Work item: Whenever the string "highway" turns up in a line below, that line should be copied.

Given information:
□ □ □ □ □
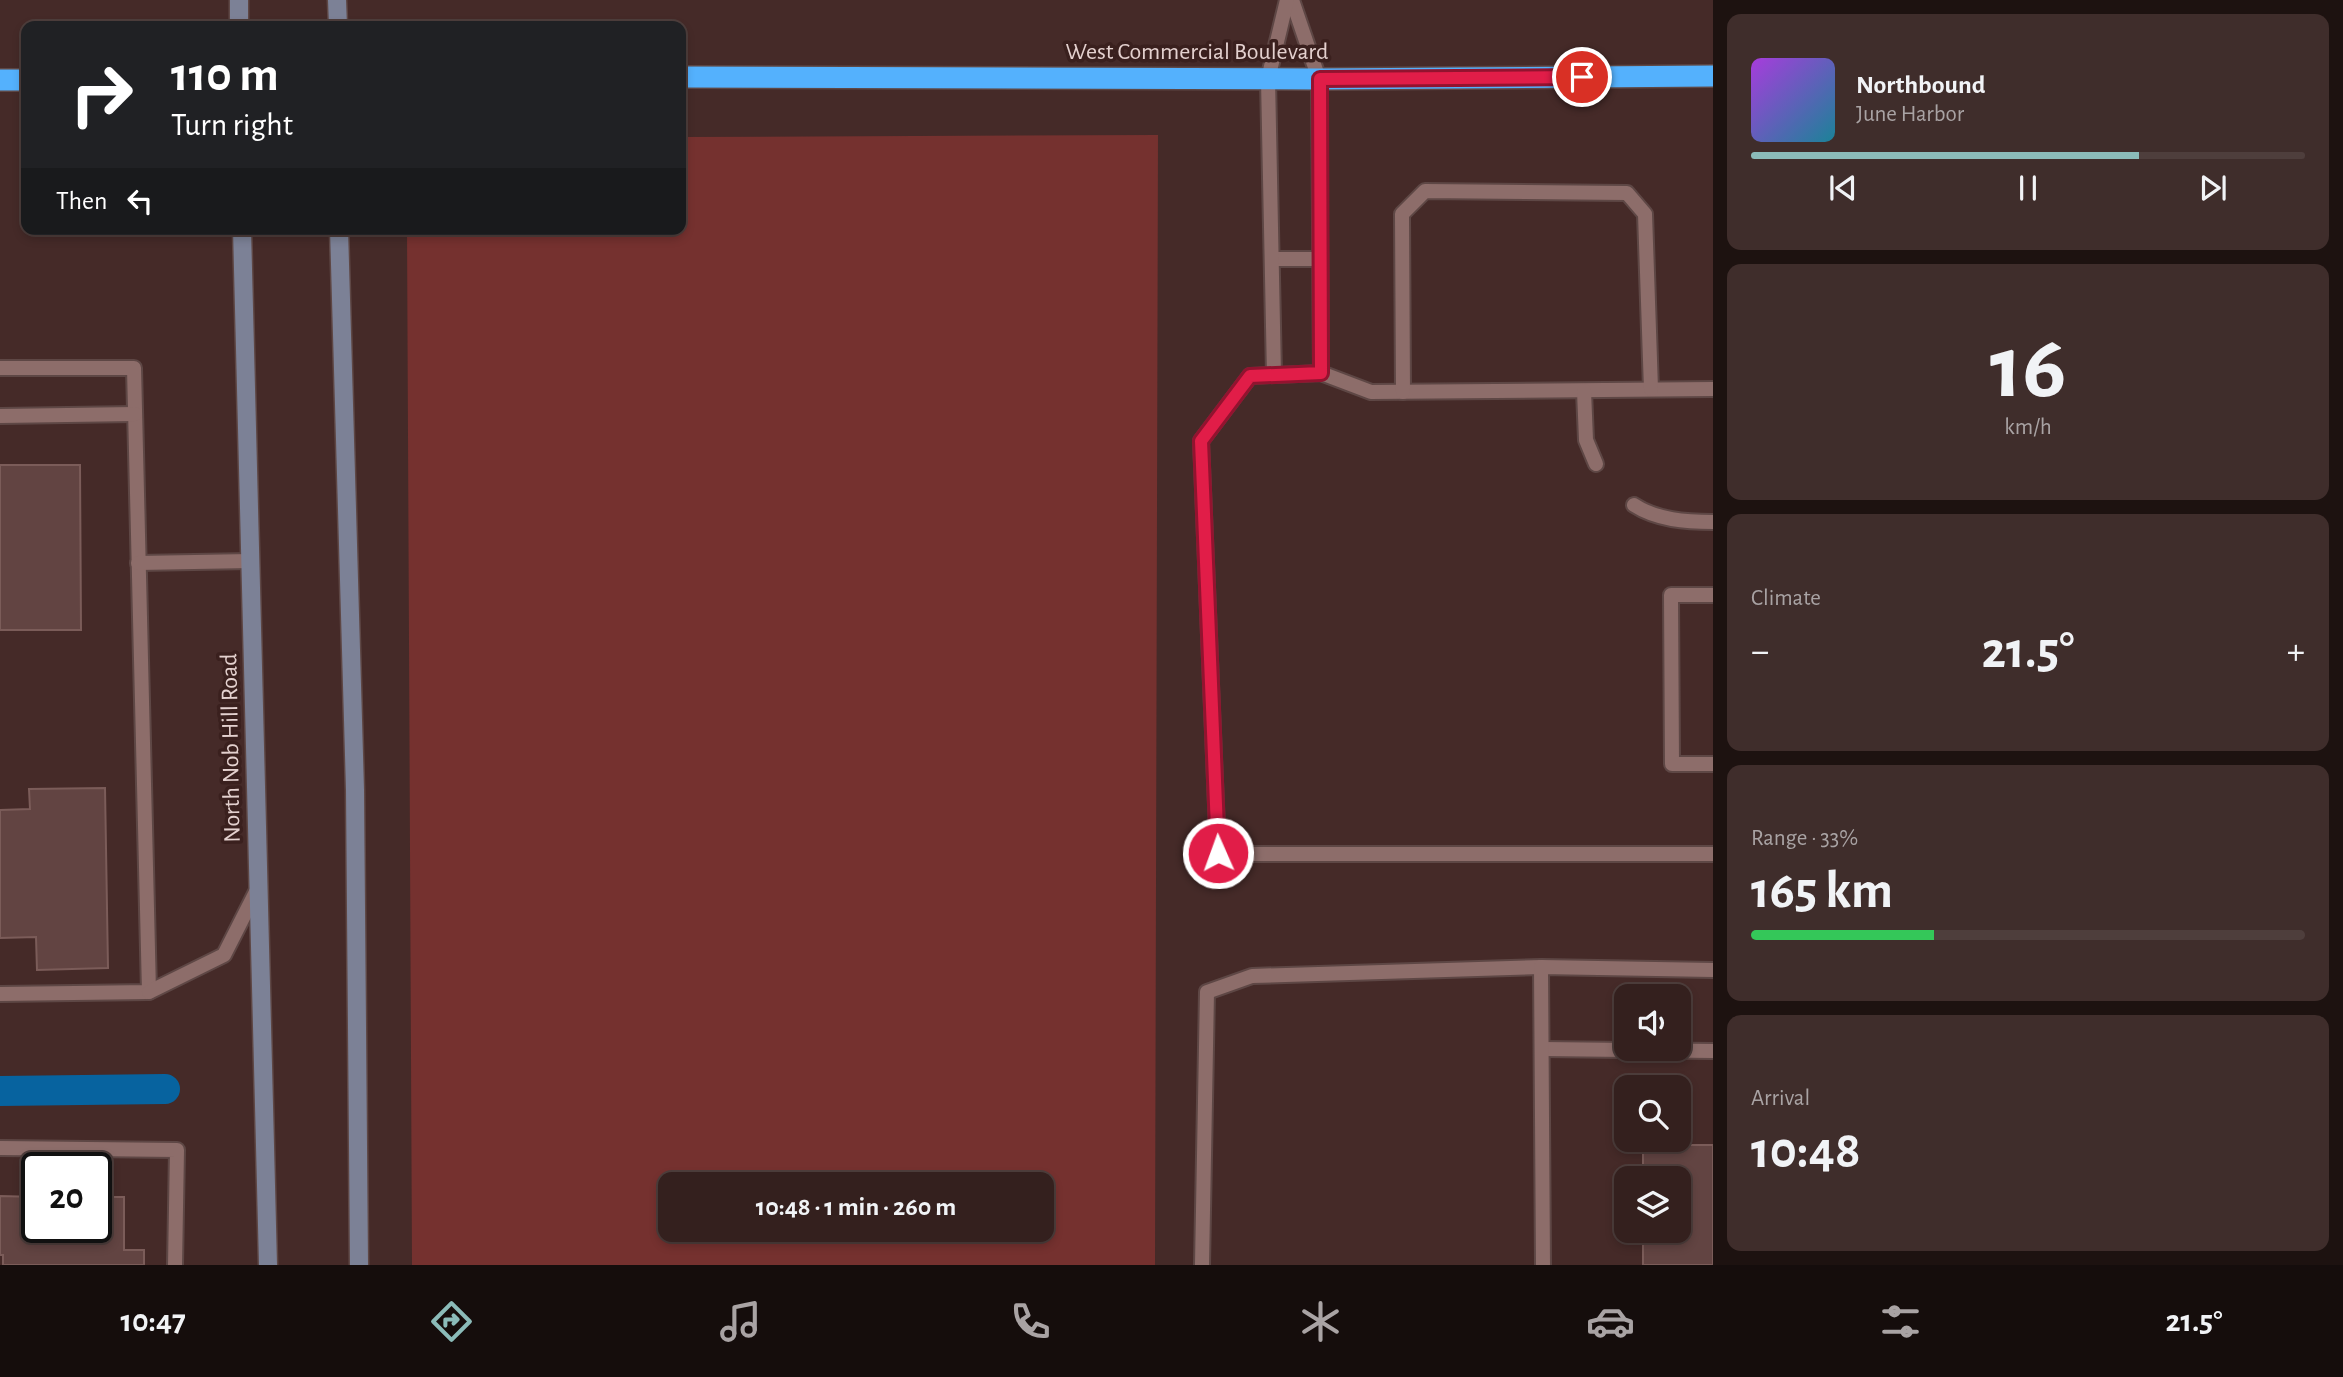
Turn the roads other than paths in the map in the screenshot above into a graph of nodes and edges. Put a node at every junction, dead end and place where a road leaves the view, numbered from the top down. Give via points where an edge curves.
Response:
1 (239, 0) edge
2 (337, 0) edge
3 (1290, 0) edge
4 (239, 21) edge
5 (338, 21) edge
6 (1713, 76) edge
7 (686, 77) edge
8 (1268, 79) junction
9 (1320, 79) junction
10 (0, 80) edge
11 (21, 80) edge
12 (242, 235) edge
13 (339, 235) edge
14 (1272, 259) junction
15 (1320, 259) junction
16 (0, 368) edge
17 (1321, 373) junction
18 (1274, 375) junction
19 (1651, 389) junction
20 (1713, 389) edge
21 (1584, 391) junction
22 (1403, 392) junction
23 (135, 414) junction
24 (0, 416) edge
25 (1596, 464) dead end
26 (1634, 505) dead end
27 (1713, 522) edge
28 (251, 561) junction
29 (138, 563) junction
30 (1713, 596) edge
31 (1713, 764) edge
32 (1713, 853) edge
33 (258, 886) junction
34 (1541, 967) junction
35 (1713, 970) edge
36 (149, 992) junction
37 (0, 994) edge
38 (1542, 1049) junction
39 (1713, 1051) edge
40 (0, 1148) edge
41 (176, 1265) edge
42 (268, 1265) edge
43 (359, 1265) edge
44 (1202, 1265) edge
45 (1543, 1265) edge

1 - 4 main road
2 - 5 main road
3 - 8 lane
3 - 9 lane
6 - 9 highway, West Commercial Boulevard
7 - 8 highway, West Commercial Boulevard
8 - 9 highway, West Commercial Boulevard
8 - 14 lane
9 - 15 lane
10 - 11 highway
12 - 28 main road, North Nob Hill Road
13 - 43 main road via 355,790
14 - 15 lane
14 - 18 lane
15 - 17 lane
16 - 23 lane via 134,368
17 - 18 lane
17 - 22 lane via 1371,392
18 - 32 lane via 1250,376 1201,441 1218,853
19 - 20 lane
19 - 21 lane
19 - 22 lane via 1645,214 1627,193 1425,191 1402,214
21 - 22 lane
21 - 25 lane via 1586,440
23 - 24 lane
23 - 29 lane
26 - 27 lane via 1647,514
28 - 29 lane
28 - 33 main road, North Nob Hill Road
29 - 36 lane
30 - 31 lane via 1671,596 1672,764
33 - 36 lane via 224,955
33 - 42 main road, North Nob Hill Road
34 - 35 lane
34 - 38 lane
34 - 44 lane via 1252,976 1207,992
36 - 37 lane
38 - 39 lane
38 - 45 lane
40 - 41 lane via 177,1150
□ □ □ □ □
Solution for this problem:
6 - 9 highway, West Commercial Boulevard
7 - 8 highway, West Commercial Boulevard
8 - 9 highway, West Commercial Boulevard
10 - 11 highway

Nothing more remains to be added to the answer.